Lawmakers threw out ideas for how the system could save money, but those cuts would not produce nearly enough in savings.  For example, state Rep. Bob Lane (R-Statesboro) asked how much a 1 percent salary cut would save the system. Davis couldn’t answer, but my AJC colleagues checked and found out that a 1 percent cut to the systems’ teaching budget, the overwhelming majority of which goes to salaries, would save $19 million.

It seems the writing is on the wall for a tuition hike. In our visit, Adams noted that Georgia still is considered a great deal in public college tuition, and there is a fair argument for raising it.

A tuition hike at UGA is really a new burden on lottery dollars since so many Athens students are HOPE Scholarship recipients. The lottery folks already have warned of problems meeting demand, so that seems to point to a collision course between supply and demand.

Not sure how this is going to end, but I would suggest that college students start giving up those weekly Starbucks double shots and the iTune purchases. A tuition hike seems apparent unless lawmakers consider raising taxes or “fees” on something somewhere. (I still vote for the cigarette tax.)

Are you ready?

102 comments Add your comment

megan burkett

March 3rd, 2010
11:32 pm

Being a freshman at Gordon College, I did not understand the importance of the list submitted to be removed next year if no other solution could be made. The Board of Regents is demanding millions of dollars to be cut by many Georgia colleges. Through my intriguing desire to learn more about this scandal, I have learned that all the resources planning to be cut are vital to Gordon College. Hearing my fellow student body protest this idea of losing all these wonderful resources made me realize how important this matter is, and that all students should be worried about the effect it will have on them. The Board of Regents needs to put themselves in the place of the students when deciding how to solve the problem. When a student looks for a college, they look for the attractions, campus landscape, and the quality of the faulty. Once these things are cut the student’s interest is also cut (no students, no school). This reaction could be fatal to Gordon as a growing college. Gordon, from what I understand, had big growing plans for next year. In order for Gordon to grow, these plans need to be set forth.
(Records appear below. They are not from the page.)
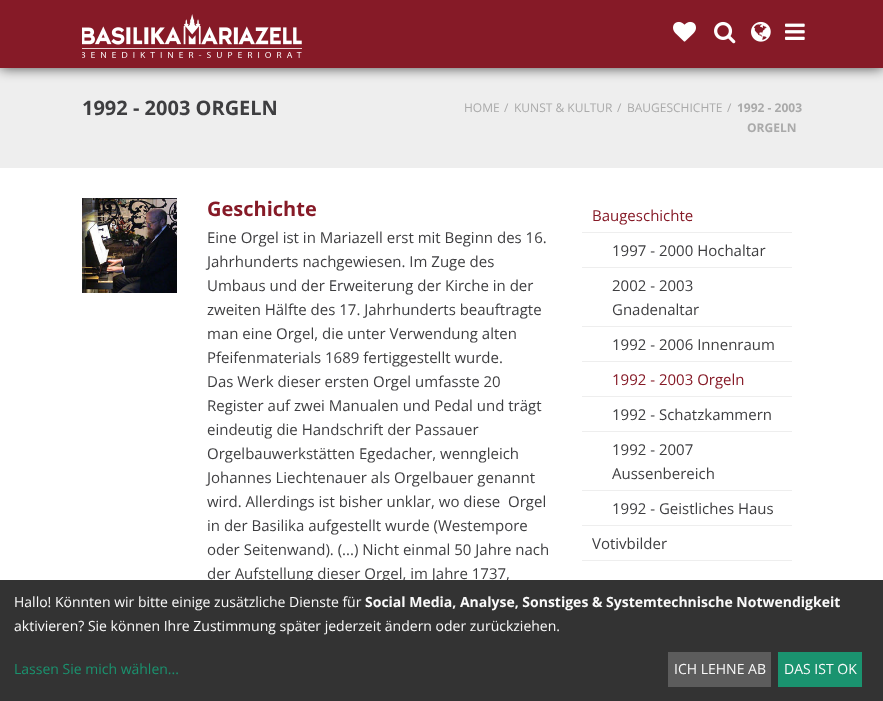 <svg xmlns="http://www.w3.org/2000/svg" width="883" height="701">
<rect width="100%" height="100%" fill="#fff"/>
<rect y="68" width="883" height="100" fill="#eee"/>
<rect width="883" height="68" fill="#000000b3" filter="blur(6.5px)"/>
<rect width="883" height="68" fill="#861a27"/>
<image x="82" y="14" width="220" height="44" href="media/1.png"/>
<image x="673" y="21" width="23" height="21" href="media/2.png"/>
<image x="714" y="21" width="22" height="23" href="media/3.png"/>
<image x="751" y="21" width="20" height="21" href="media/4.png"/>
<image x="785" y="23" width="20" height="17" href="media/5.png"/>
<text x="82" y="115" style="font-family:Open Sans;font-size:20px;font-weight:bold;fill:#3e3e40">1992 - 2003 ORGELN</text>
<text x="464" y="112" style="font-family:Open Sans;font-size:12px;fill:#aaa">HOME</text>
<text x="504" y="112" style="font-family:Open Sans;font-size:12px;fill:#aaa">/</text>
<text x="514" y="112" style="font-family:Open Sans;font-size:12px;fill:#aaa">KUNST &amp; KULTUR</text>
<text x="617" y="112" style="font-family:Open Sans;font-size:12px;fill:#aaa">/</text>
<text x="627" y="112" style="font-family:Open Sans;font-size:12px;fill:#aaa">BAUGESCHICHTE</text>
<text x="727" y="112" style="font-family:Open Sans;font-size:12px;fill:#aaa">/</text>
<text x="737" y="112" style="font-family:Open Sans;font-size:12px;font-weight:bold;fill:#aaa">1992 - 2003</text>
<text x="747" y="132" style="font-family:Open Sans;font-size:12px;font-weight:bold;fill:#aaa">ORGELN</text>
<image x="82" y="198" width="95" height="95" href="media/6.png"/>
<text x="207" y="216" style="font-family:Open Sans;font-size:20px;font-weight:bold;fill:#861a27">Geschichte</text>
<text x="207" y="243" style="font-family:Open Sans;font-size:15px;fill:#3e3e40">Eine Orgel ist in Mariazell erst mit Beginn des 16.</text>
<text x="207" y="267" style="font-family:Open Sans;font-size:15px;fill:#3e3e40">Jahrhunderts nachgewiesen. Im Zuge des</text>
<text x="207" y="291" style="font-family:Open Sans;font-size:15px;fill:#3e3e40">Umbaus und der Erweiterung der Kirche in der</text>
<text x="207" y="315" style="font-family:Open Sans;font-size:15px;fill:#3e3e40">zweiten Hälfte des 17. Jahrhunderts beauftragte</text>
<text x="207" y="339" style="font-family:Open Sans;font-size:15px;fill:#3e3e40">man eine Orgel, die unter Verwendung alten</text>
<text x="207" y="363" style="font-family:Open Sans;font-size:15px;fill:#3e3e40">Pfeifenmaterials 1689 fertiggestellt wurde.</text>
<text x="207" y="387" style="font-family:Open Sans;font-size:15px;fill:#3e3e40">Das Werk dieser ersten Orgel umfasste 20</text>
<text x="207" y="411" style="font-family:Open Sans;font-size:15px;fill:#3e3e40">Register auf zwei Manualen und Pedal und trägt</text>
<text x="207" y="435" style="font-family:Open Sans;font-size:15px;fill:#3e3e40">eindeutig die Handschrift der Passauer</text>
<text x="207" y="459" style="font-family:Open Sans;font-size:15px;fill:#3e3e40">Orgelbauwerkstätten Egedacher, wenngleich</text>
<text x="207" y="483" style="font-family:Open Sans;font-size:15px;fill:#3e3e40">Johannes Liechtenauer als Orgelbauer genannt</text>
<text x="207" y="507" style="font-family:Open Sans;font-size:15px;fill:#3e3e40" xml:space="preserve">wird. Allerdings ist bisher unklar, wo diese  Orgel</text>
<text x="207" y="531" style="font-family:Open Sans;font-size:15px;fill:#3e3e40">in der Basilika aufgestellt wurde (Westempore</text>
<text x="207" y="555" style="font-family:Open Sans;font-size:15px;fill:#3e3e40">oder Seitenwand). (...) Nicht einmal 50 Jahre nach</text>
<text x="207" y="579" style="font-family:Open Sans;font-size:15px;fill:#3e3e40">der Aufstellung dieser Orgel, im Jahre 1737,</text>
<rect x="582" y="232" width="210" height="1" fill="#eee"/>
<text x="592" y="221" style="font-family:Open Sans;font-size:15px;fill:#861a27">Baugeschichte</text>
<rect x="582" y="267" width="210" height="1" fill="#eee"/>
<text x="612" y="256" style="font-family:Open Sans;font-size:15px;fill:#3e3e40">1997 - 2000 Hochaltar</text>
<rect x="582" y="326" width="210" height="1" fill="#eee"/>
<text x="612" y="291" style="font-family:Open Sans;font-size:15px;fill:#3e3e40">2002 - 2003</text>
<text x="612" y="315" style="font-family:Open Sans;font-size:15px;fill:#3e3e40">Gnadenaltar</text>
<rect x="582" y="361" width="210" height="1" fill="#eee"/>
<text x="612" y="350" style="font-family:Open Sans;font-size:15px;fill:#3e3e40">1992 - 2006 Innenraum</text>
<rect x="582" y="396" width="210" height="1" fill="#eee"/>
<text x="612" y="385" style="font-family:Open Sans;font-size:15px;fill:#861a27">1992 - 2003 Orgeln</text>
<rect x="582" y="431" width="210" height="1" fill="#eee"/>
<text x="612" y="420" style="font-family:Open Sans;font-size:15px;fill:#3e3e40">1992 - Schatzkammern</text>
<rect x="582" y="490" width="210" height="1" fill="#eee"/>
<text x="612" y="455" style="font-family:Open Sans;font-size:15px;fill:#3e3e40">1992 - 2007</text>
<text x="612" y="479" style="font-family:Open Sans;font-size:15px;fill:#3e3e40">Aussenbereich</text>
<rect x="582" y="525" width="210" height="1" fill="#eee"/>
<text x="612" y="514" style="font-family:Open Sans;font-size:15px;fill:#3e3e40">1992 - Geistliches Haus</text>
<rect x="582" y="560" width="210" height="1" fill="#eee"/>
<text x="592" y="549" style="font-family:Open Sans;font-size:15px;fill:#3e3e40">Votivbilder</text>
<rect y="580" width="883" height="121" fill="#333"/>
<text x="14" y="607" style="font-family:Open Sans;font-size:14px;fill:#fafafa">Hallo! Könnten wir bitte einige zusätzliche Dienste für</text>
<text x="365" y="607" style="font-family:Open Sans;font-size:14px;font-weight:bold;fill:#fafafa">Social Media, Analyse, Sonstiges &amp; Systemtechnische Notwendigkeit</text>
<text x="14" y="631" style="font-family:Open Sans;font-size:14px;fill:#fafafa">aktivieren? Sie können Ihre Zustimmung später jederzeit ändern oder zurückziehen.</text>
<text x="14" y="674" style="font-family:Open Sans;font-size:14px;fill:#1a936f">Lassen Sie mich wählen...</text>
<rect x="668" y="652" width="103" height="35" fill="#5c5c5c"/>
<text x="674" y="674" style="font-family:Open Sans;font-size:14px;fill:#fafafa">ICH LEHNE AB</text>
<rect x="778" y="652" width="84" height="35" fill="#1a936f"/>
<text x="784" y="674" style="font-family:Open Sans;font-size:14px;fill:#fafafa">DAS IST OK</text>
</svg> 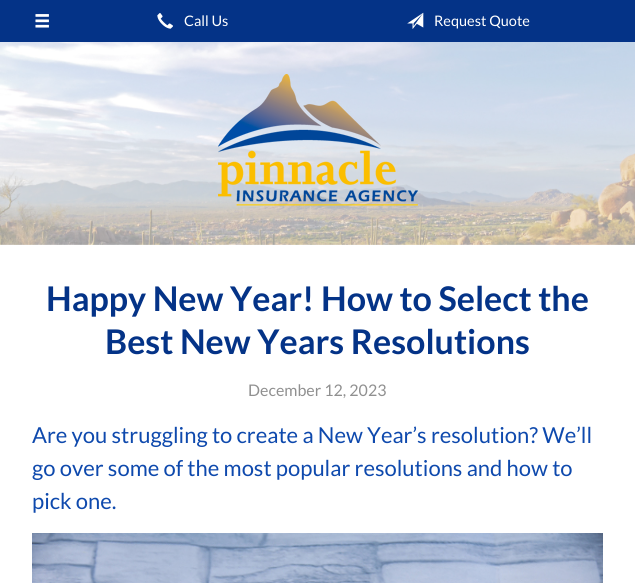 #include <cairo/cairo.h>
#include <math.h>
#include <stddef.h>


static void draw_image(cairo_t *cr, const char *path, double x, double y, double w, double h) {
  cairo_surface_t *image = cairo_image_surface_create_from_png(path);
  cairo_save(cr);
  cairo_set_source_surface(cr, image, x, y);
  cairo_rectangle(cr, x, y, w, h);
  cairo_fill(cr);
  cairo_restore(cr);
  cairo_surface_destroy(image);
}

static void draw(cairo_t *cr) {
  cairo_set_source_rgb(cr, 1, 1, 1);
  cairo_paint(cr);
  cairo_set_source_rgb(cr, 4 / 255.0, 51 / 255.0, 135 / 255.0);
  cairo_rectangle(cr, 0, 0, 635, 42);
  cairo_fill(cr);
  draw_image(cr, "images/1.png", 35, 14, 14, 14);
  draw_image(cr, "images/2.png", 157, 13, 16, 16);
  draw_image(cr, "images/3.png", 407, 12, 17, 17);
  draw_image(cr, "images/4.png", 0, 42, 635, 203);
  draw_image(cr, "images/5.png", 218, 74, 200, 132);
  draw_image(cr, "images/6.png", 32, 533, 571, 50);
  cairo_select_font_face(cr, "Lato", CAIRO_FONT_SLANT_NORMAL, CAIRO_FONT_WEIGHT_NORMAL);
  cairo_set_font_size(cr, 14.5);
  cairo_set_source_rgb(cr, 1, 1, 1);
  cairo_move_to(cr, 184, 26);
  cairo_show_text(cr, "Call Us");
  cairo_move_to(cr, 434, 26);
  cairo_show_text(cr, "Request Quote");
  cairo_select_font_face(cr, "Lato", CAIRO_FONT_SLANT_NORMAL, CAIRO_FONT_WEIGHT_BOLD);
  cairo_set_font_size(cr, 34);
  cairo_set_source_rgb(cr, 4 / 255.0, 51 / 255.0, 135 / 255.0);
  cairo_move_to(cr, 46, 311);
  cairo_show_text(cr, "Happy New Year! How to Select the");
  cairo_move_to(cr, 105, 354);
  cairo_show_text(cr, "Best New Years Resolutions");
  cairo_select_font_face(cr, "Lato", CAIRO_FONT_SLANT_NORMAL, CAIRO_FONT_WEIGHT_NORMAL);
  cairo_set_font_size(cr, 16);
  cairo_set_source_rgb(cr, 144 / 255.0, 144 / 255.0, 144 / 255.0);
  cairo_move_to(cr, 248, 396);
  cairo_show_text(cr, "December 12, 2023");
  cairo_set_font_size(cr, 22);
  cairo_set_source_rgb(cr, 14 / 255.0, 73 / 255.0, 173 / 255.0);
  cairo_move_to(cr, 32, 443);
  cairo_show_text(cr, "Are you struggling to create a New Year’s resolution? We’ll");
  cairo_move_to(cr, 32, 476);
  cairo_show_text(cr, "go over some of the most popular resolutions and how to");
  cairo_move_to(cr, 32, 509);
  cairo_show_text(cr, "pick one.");
}

int main(void) {
  cairo_surface_t *surface = cairo_image_surface_create(CAIRO_FORMAT_RGB24, 635, 583);
  cairo_t *cr = cairo_create(surface);
  cairo_font_options_t *options = cairo_font_options_create();
  cairo_font_options_set_hint_metrics(options, CAIRO_HINT_METRICS_OFF);
  cairo_font_options_set_hint_style(options, CAIRO_HINT_STYLE_NONE);
  cairo_set_font_options(cr, options);
  cairo_set_miter_limit(cr, 4);
  draw(cr);
  cairo_surface_write_to_png(surface, "out.png");
  cairo_font_options_destroy(options);
  cairo_destroy(cr);
  cairo_surface_destroy(surface);
  return 0;
} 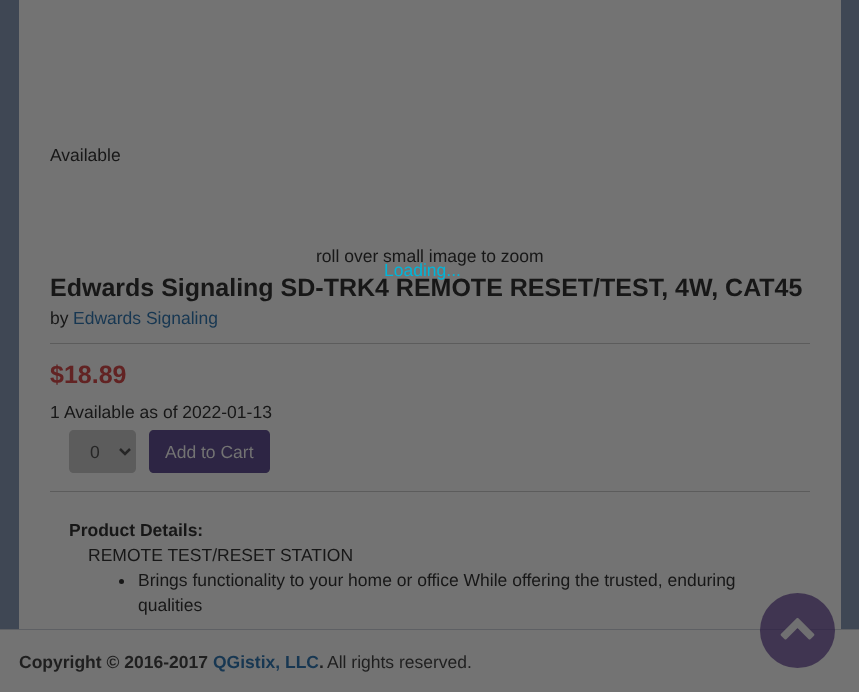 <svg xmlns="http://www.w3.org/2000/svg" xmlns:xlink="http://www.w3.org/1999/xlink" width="859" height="692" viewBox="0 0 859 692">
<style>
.cls-1{font:17.5px Liberation Sans;fill:#171717}
.cls-2{font:bold 25px Liberation Sans;fill:#171717}
.cls-3{font:17.5px Liberation Sans;fill:#173752}
.cls-4{font:bold 25px Liberation Sans;fill:#622323}
.cls-5{font:17.5px Liberation Sans;fill:#262626}
.cls-6{font:17.5px Liberation Sans;fill:#737373}
.cls-7{font:bold 17.5px Liberation Sans;fill:#171717}
.cls-8{font:bold 17.5px Liberation Sans;fill:#1f1f1f}
.cls-9{font:bold 17.5px Liberation Sans;fill:#173752}
.cls-10{font:17.5px Liberation Sans;fill:#1f1f1f}
.cls-11{font:17.5px Liberation Sans;fill:#00b6da}
</style>
<rect width="100%" height="100%" fill="#3f4754"/>
<rect fill="#737373" x="19" y="0" width="822" height="629"/>
<rect fill="#5c5c5c" x="50" y="343" width="760" height="1"/>
<rect fill="#5c5c5c" x="50" y="491" width="760" height="1"/>
<path fill="#5c5c5c" d="M74 430H131C134 430 136 432 136 435V468C136 471 134 473 131 473H74C71 473 69 471 69 468V435C69 432 71 430 74 430Z"/>
<path fill="none" stroke="#262626" stroke-width="2.5" d="M120 449L125 454L130 449"/>
<path fill="#2d2544" d="M154 430H265C268 430 270 432 270 435V468C270 471 268 473 265 473H154C151 473 149 471 149 468V435C149 432 151 430 154 430Z"/>
<circle fill="#171717" cx="121.5" cy="581.5" r="2.5"/>
<rect fill="#737373" x="0" y="630" width="859" height="62"/>
<rect fill="#5e6064" x="0" y="629" width="859" height="1"/>
<circle fill="#261640" fill-opacity="0.66" cx="797.5" cy="630.5" r="37.5"/>
<image xlink:href="image0.png" x="780" y="617" width="35" height="23"/>
<text class="cls-1" x="50" y="161">Available</text>
<text class="cls-1" x="316" y="262">roll over small image to zoom</text>
<text class="cls-2" x="50" y="296">Edwards Signaling SD-TRK4 REMOTE RESET/TEST, 4W, CAT45</text>
<text class="cls-1" x="50" y="324">by</text>
<text class="cls-3" x="73" y="324">Edwards Signaling</text>
<text class="cls-4" x="50" y="383">$18.89</text>
<text class="cls-1" x="50" y="418">1</text>
<text class="cls-1" x="64" y="418">Available as of 2022-01-13</text>
<text class="cls-5" x="90" y="458">0</text>
<text class="cls-6" x="165" y="458">Add to Cart</text>
<text class="cls-7" x="69" y="536">Product Details:</text>
<text class="cls-1" x="88" y="561">REMOTE TEST/RESET STATION</text>
<text class="cls-1"><tspan x="138" y="586">Brings functionality to your home or office While offering the trusted, enduring</tspan><tspan x="138" y="611">qualities</tspan></text>
<text class="cls-8" x="19" y="668">Copyright © 2016-2017</text>
<text class="cls-9" x="213" y="668">QGistix, LLC</text>
<text class="cls-8" x="319" y="668">.</text>
<text class="cls-10" x="327" y="668">All rights reserved.</text>
<text class="cls-11" x="384" y="276">Loading...</text>
</svg>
With growth of the campus and dorm life, the result is more students, and more tuition money coming in.

Jennifer Neill

March 4th, 2010
9:46 am

Wow! An increase is budget for college tuition, is exactly what we need…NOT! If this takes place in the Georgia College system it will have the total wrong affect. Does anyone who is making these decisions think about all the bad things that are going to happen if they force these changes? First of all, there is no way that as many students can attend college after these changes. Because some students cannot afford to pay a higher cost and for many other reasons as well. So how can high school counselors and teacher and pretty much the whole society pressure you into to going to college and tell you how much better it will benefit you when you might not even be able to have that option after the cuts. The main reason that we go to college is to graduate. Well if the classes are full that we need to take to achieve that goal then what is the point. So they want us to just take pointless classes so that we can be taking a class but it’s not the one that we need which makes that a waste of money for us. I realize that not every professor at every school has time to chat with students one on one but they at least have office hours so that if you need them you can go there. But if faculty members get cut at schools then the ones that are there will have to teach more classes and then they will rarely ever if all have time to even be in their office. This cut will do nothing good for the students and professors that attend and teach at Georgia Colleges and Universities. So please take a step back and think about more things than money.